Without the telltale sign of an obviously misshapen district to go by, mathematicians have been developing increasingly powerful statistical methods for finding gerrymanders. These work by comparing a map to an ensemble of thousands or millions of possible maps. If the map results in noticeably more seats for Democrats or Republicans than would be expected from an average map, this is a sign that something fishy might have taken place.

But making such ensembles is trickier than it sounds, because it isn’t feasible to consider all possible maps — there are simply too many combinations for any supercomputer to count. A number of recent mathematical advances suggest ways to navigate this impossibly large space of possible simulations, giving mathematicians a reliable way to tell fair from unfair.

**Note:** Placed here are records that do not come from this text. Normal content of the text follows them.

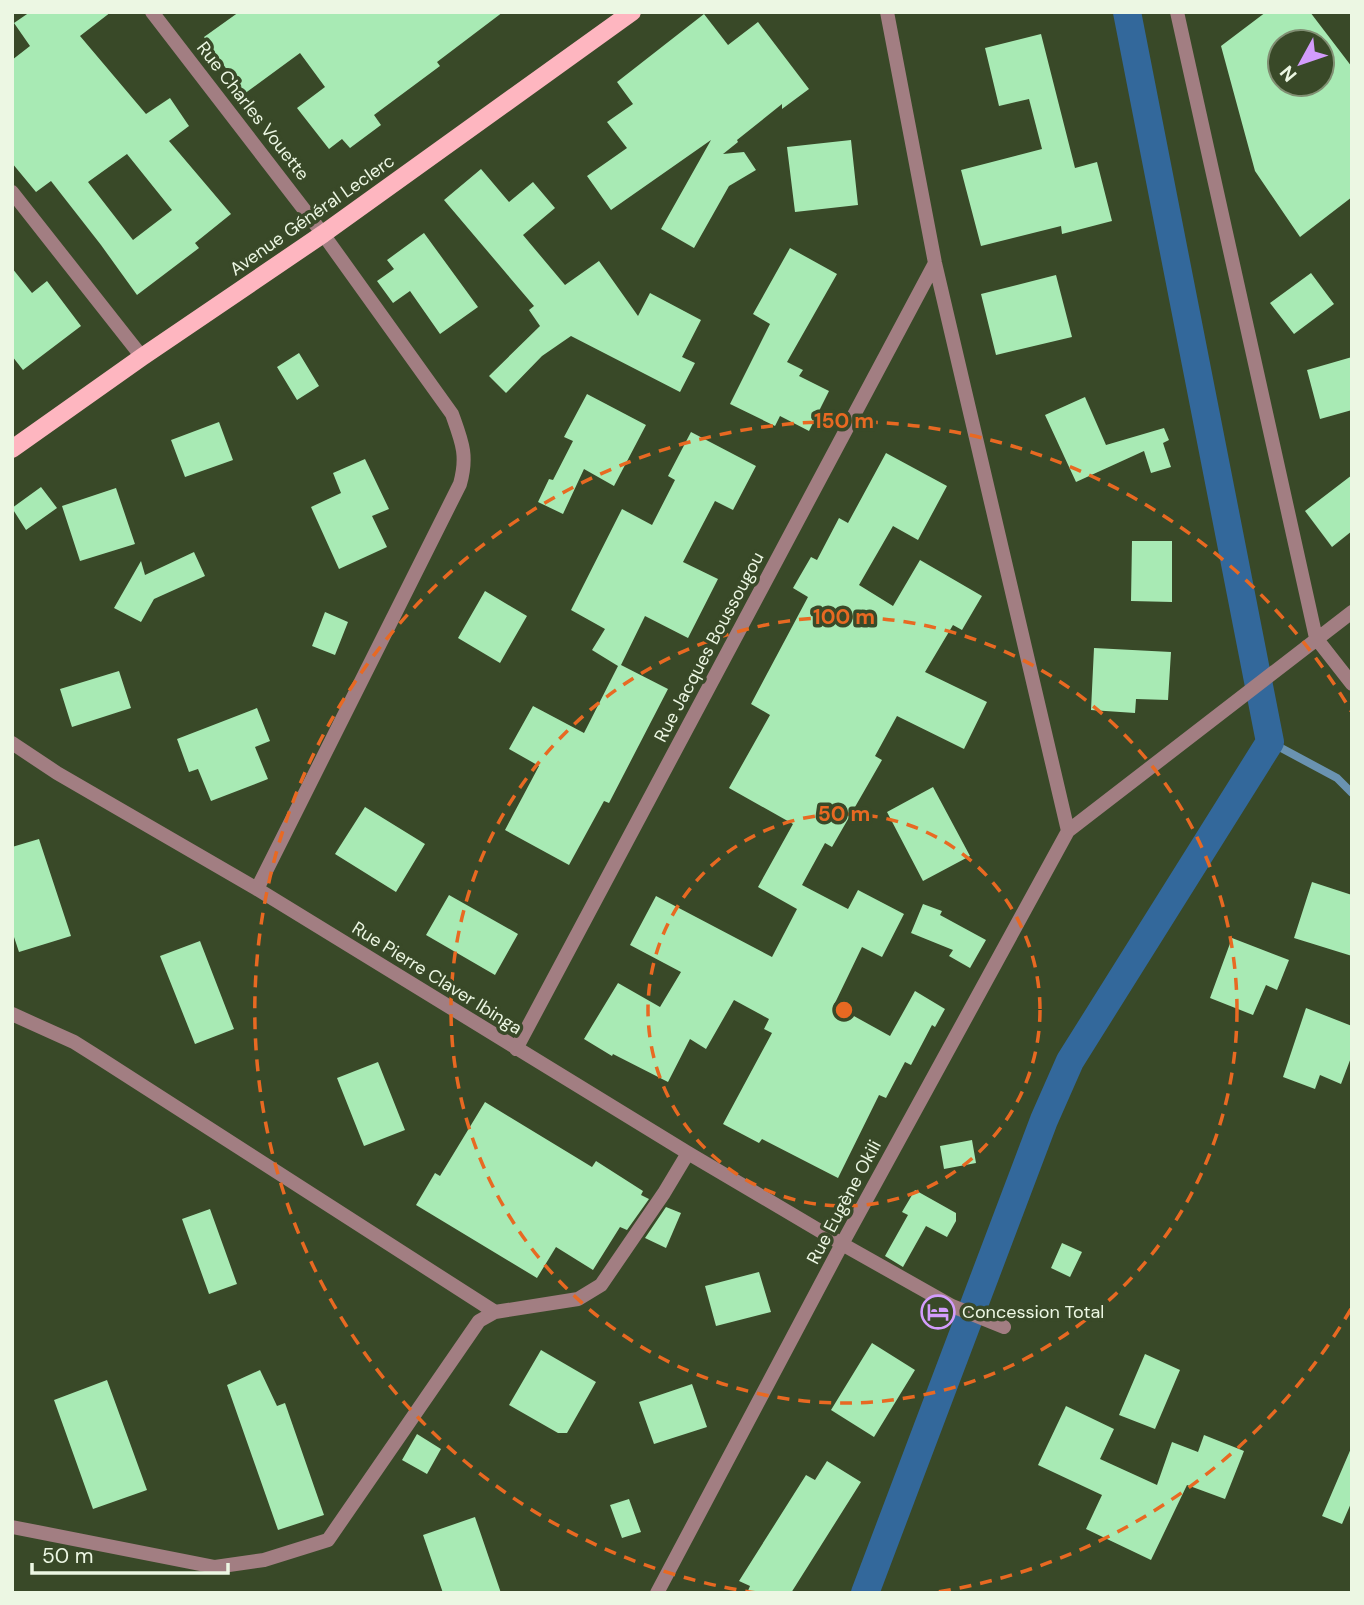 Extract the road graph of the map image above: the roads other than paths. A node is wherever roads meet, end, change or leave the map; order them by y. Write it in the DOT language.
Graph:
graph roads {
  1 [pos="152,12"];
  2 [pos="632,12"];
  3 [pos="887,12"];
  4 [pos="1177,12"];
  5 [pos="12,192"];
  6 [pos="323,234"];
  7 [pos="935,264"];
  8 [pos="142,357"];
  9 [pos="12,449"];
  10 [pos="1352,612"];
  11 [pos="1317,638"];
  12 [pos="1352,684"];
  13 [pos="12,743"];
  14 [pos="1068,831"];
  15 [pos="257,889"];
  16 [pos="12,1014"];
  17 [pos="516,1049"];
  18 [pos="688,1153"];
  19 [pos="842,1244"];
  20 [pos="495,1312"];
  21 [pos="1004,1327"];
  22 [pos="12,1527"];
  23 [pos="657,1593"];
  1 -- 6 [label="street, Rue Charles Vouette"];
  2 -- 6 [label="main road, Avenue Général Leclerc"];
  3 -- 7 [label="street"];
  4 -- 11 [label="street"];
  5 -- 8 [label="street"];
  6 -- 8 [label="main road, Avenue Général Leclerc"];
  6 -- 15 [label="street, Rue Charles Vouette"];
  7 -- 14 [label="street"];
  7 -- 17 [label="street, Rue Jacques Boussougou"];
  8 -- 9 [label="main road, Avenue Général Leclerc"];
  10 -- 11 [label="street"];
  11 -- 12 [label="street"];
  11 -- 14 [label="street"];
  13 -- 15 [label="street, Rue Pierre Claver Ibinga"];
  14 -- 19 [label="street, Rue Eugène Okili"];
  15 -- 17 [label="street, Rue Pierre Claver Ibinga"];
  16 -- 20 [label="street"];
  17 -- 18 [label="street, Rue Pierre Claver Ibinga"];
  18 -- 19 [label="street, Rue Pierre Claver Ibinga"];
  18 -- 20 [label="street"];
  19 -- 21 [label="street, Rue Pierre Claver Ibinga"];
  19 -- 23 [label="street, Rue Eugène Okili"];
  20 -- 22 [label="street"];
}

Like so many things related to redistricting, their work is ending up in court. In the last five years, simulations have been accepted as evidence in redistricting court cases in Missouri, North Carolina, Ohio and Michigan. And they are the central objects of debate in *Allen v. Milligan*, a crucial case pending before the Supreme Court in which Black voters accuse the state of Alabama of drawing its Congressional district map to disadvantage them. In this case, as in many others, simulations are being enlisted by both the plaintiffs and the defendants to plead their case. The Court is expected to issue a decision in June or July.

But, as one of the plaintiffs’ lawyers told Justice Samuel Alito in oral arguments in October, “the simulations actually generate more questions than they answer.”

**Combinatorial Explosion**

To understand the mathematical difficulty in generating an ensemble, start by thinking of unrealistically simple maps. Imagine, for example, a 4-by-4 grid. There are 117 different ways to subdivide these 16 squares into four contiguous districts with four squares per district. From there, the possibilities grow very quickly in what’s known as a combinatorial explosion. A 6-by-6 grid with six contiguous districts of six squares each has 451,206 possibilities. A 9-by-9 grid with nine districts of nine squares each? Over 700 trillion options. For a 10-by-10 grid, with 100 squares, nobody knows how many possible 10-district configurations there are.

Of course, a typical state has many more than 100 different jurisdictions that can be grouped together into districts. Analysts often build possible districts out of voting precincts. North Carolina has over 2,500 precincts, for example, while Pennsylvania has 9,159. Official districting plans are generally based on even more granular census blocks: Alabama has 185,976 such blocks.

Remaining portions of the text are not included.